Well, interestingly there has been some movement. After publishing this blog I received yet another variant of the same ‘get stuffed’ email that amazon.co.uk customer services have repeatedly sent me but I was then able to access a ‘call back’ service and got to speak to a customer service types (at a call centre somewhere in, I suspect, the Indian sub-continent) who were more helpful than hitherto. This ended with Naveen (thanks, Naveen!) telling me that he would request a refund and send me a confirmation email. The email duly arrived but it appears that it only covers the lens and not the other stuff that was supposed to be delivered. I’ve emailed Naveen back about this but I’m yet to hear from him. We’ll see.

Of course, I was told I was getting a refund for the lens on 2 April and nothing came of that, so I’m not hanging up my boots yet.

And interestingly, the reps I spoke to didn’t appear to want to answer my question about whether they actually have geo-data for the original delivery. Which leaves me wondering whether they do actually have any, or whether that was a bluff.

And Another Update

So, I’ve now been told the full amount will be refunded, which is a relief. I’ll update again when I actually have the money!

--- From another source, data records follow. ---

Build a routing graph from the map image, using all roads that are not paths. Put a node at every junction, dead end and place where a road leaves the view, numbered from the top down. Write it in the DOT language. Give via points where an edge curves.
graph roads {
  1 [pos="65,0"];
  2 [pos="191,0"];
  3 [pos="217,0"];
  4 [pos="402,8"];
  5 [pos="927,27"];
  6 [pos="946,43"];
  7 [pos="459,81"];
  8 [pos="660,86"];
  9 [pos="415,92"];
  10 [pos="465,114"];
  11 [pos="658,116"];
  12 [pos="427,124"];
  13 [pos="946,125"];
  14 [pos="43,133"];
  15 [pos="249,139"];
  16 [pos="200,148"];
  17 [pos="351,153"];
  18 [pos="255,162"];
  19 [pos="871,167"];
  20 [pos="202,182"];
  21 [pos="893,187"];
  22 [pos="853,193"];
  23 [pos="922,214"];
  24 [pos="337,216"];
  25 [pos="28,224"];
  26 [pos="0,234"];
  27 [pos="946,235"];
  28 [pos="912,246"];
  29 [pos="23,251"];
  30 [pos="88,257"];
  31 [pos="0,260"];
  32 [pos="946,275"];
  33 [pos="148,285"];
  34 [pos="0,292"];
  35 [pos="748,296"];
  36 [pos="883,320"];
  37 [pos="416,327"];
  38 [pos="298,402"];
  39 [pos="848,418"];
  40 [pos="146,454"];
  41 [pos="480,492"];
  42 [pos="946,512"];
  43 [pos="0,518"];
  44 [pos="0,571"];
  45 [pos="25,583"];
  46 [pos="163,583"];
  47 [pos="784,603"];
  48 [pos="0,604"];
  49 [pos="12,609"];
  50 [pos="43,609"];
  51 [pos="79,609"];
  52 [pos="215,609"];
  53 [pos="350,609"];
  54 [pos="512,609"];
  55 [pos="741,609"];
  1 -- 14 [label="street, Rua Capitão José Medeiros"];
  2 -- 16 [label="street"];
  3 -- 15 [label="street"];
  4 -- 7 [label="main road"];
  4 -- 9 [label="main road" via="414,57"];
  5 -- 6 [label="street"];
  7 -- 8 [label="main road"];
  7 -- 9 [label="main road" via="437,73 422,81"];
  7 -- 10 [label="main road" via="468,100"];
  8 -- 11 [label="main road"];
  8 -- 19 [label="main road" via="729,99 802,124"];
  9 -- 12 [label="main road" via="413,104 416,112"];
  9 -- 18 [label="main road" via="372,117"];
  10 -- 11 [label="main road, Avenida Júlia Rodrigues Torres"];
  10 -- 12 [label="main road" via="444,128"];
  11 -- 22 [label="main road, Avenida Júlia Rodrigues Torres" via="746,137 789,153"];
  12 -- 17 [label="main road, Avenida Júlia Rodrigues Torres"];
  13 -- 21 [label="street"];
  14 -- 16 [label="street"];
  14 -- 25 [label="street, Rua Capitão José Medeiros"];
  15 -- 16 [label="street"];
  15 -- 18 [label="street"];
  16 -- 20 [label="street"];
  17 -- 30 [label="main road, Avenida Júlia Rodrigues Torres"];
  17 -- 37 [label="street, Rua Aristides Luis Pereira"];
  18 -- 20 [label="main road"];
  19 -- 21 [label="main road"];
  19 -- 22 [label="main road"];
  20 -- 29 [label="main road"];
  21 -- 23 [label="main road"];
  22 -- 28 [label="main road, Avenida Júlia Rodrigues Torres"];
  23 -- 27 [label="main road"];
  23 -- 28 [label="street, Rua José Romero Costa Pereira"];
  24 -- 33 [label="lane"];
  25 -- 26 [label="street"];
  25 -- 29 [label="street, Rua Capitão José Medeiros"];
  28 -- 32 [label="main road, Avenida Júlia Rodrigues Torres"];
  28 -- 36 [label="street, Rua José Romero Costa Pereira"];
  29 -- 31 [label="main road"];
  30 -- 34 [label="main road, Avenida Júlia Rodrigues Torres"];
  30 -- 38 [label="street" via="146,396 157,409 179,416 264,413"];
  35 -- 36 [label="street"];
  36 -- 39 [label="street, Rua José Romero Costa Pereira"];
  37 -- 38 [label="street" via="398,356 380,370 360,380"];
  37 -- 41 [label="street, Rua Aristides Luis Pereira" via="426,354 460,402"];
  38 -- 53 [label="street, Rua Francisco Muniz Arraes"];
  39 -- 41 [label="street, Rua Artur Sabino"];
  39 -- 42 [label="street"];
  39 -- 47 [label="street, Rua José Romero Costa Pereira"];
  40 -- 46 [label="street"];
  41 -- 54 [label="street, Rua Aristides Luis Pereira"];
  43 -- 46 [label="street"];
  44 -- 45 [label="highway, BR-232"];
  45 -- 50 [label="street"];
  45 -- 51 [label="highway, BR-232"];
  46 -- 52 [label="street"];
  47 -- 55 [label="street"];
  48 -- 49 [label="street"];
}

2 Replies to “Amazon.co.uk: a cautionary tale…”

  1. Hey Adrian,
    I loved every inch of detail covered off in your post here. I’m having similar issues, except my delivery driver is pretty incompetent and has dropped off some rather seriously damaged parcels in recent weeks, which I’ve complained about.
    Flagging missing items I’m now being asked to fill out an affidavit which I refuse to do, as I believe they’re trying to build some rubbish case against me for various refund requests for items not received.
    The sad thing for us is that ordering on Amazon has become second nature and so easy to do, so to give it up will be hard, especially if you have Prime and are spoilt with this…

    What to do….

    Sim

    1. I did eventually get the money back and subsequently had a conversation with an Amazon delivery driver who was quite irate and reckoned that he had given the packages to my son (as far as I can tell – he spoke barely any English). As neither of my sons live at home any more, this was pretty unlikely, so he was either lying or had been robbed without realising it. If I buy anything expensive from them now, I use the click and collect service.